### What is required
Each line that contains the word "graph" counts once; give the total for the records below and nothing else.

### Records provided
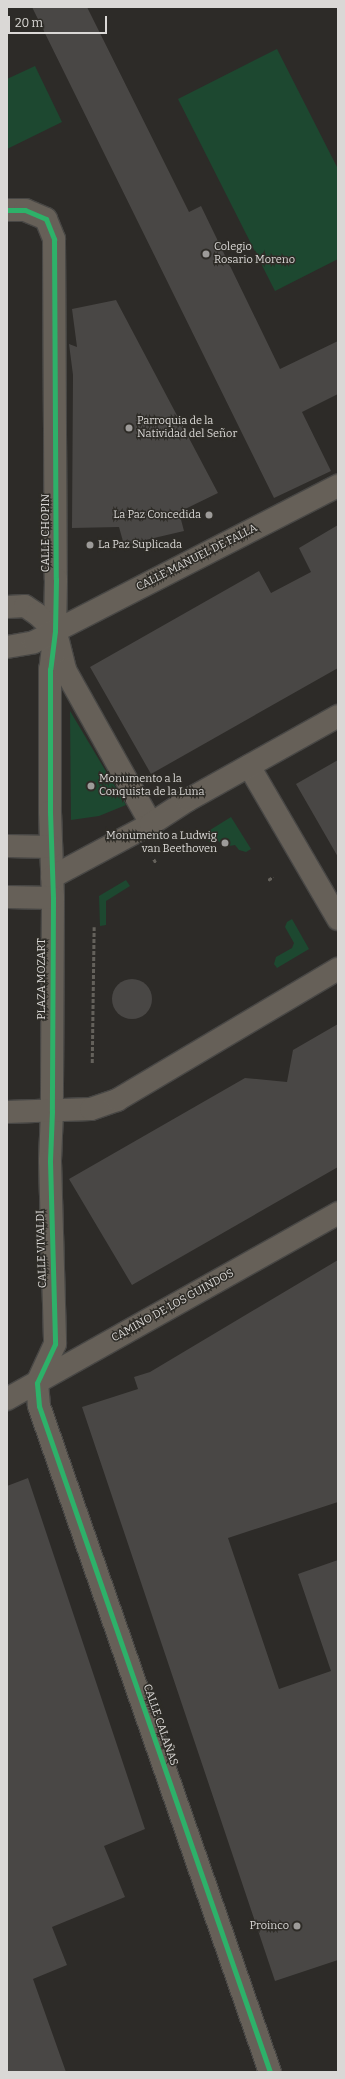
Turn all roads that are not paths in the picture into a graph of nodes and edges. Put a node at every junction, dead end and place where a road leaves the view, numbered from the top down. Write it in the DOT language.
graph roads {
  1 [pos="7,210"];
  2 [pos="338,486"];
  3 [pos="7,607"];
  4 [pos="55,631"];
  5 [pos="7,648"];
  6 [pos="338,716"];
  7 [pos="249,766"];
  8 [pos="151,824"];
  9 [pos="7,846"];
  10 [pos="51,847"];
  11 [pos="53,887"];
  12 [pos="7,897"];
  13 [pos="338,919"];
  14 [pos="338,969"];
  15 [pos="52,1111"];
  16 [pos="7,1112"];
  17 [pos="338,1213"];
  18 [pos="37,1383"];
  19 [pos="7,1399"];
  20 [pos="270,2072"];
  1 -- 4 [label="street, CALLE CHOPIN"];
  2 -- 4 [label="street, CALLE MANUEL DE FALLA"];
  3 -- 4 [label="street"];
  4 -- 5 [label="street, CALLE MANUEL DE FALLA"];
  4 -- 8 [label="street, CALLE CHOPIN"];
  4 -- 10 [label="street, CALLE CHOPIN"];
  6 -- 7 [label="street"];
  7 -- 8 [label="street"];
  7 -- 13 [label="street"];
  8 -- 11 [label="street"];
  9 -- 10 [label="street"];
  10 -- 11 [label="street, PLAZA MOZART"];
  11 -- 12 [label="street"];
  11 -- 15 [label="street, PLAZA MOZART"];
  14 -- 15 [label="street"];
  15 -- 16 [label="street"];
  15 -- 18 [label="street, CALLE VIVALDI"];
  17 -- 18 [label="street, CAMINO DE LOS GUINDOS"];
  18 -- 19 [label="street, CAMINO DE LOS GUINDOS"];
  18 -- 20 [label="street, CALLE CALAÑAS"];
}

### Exercise answer
2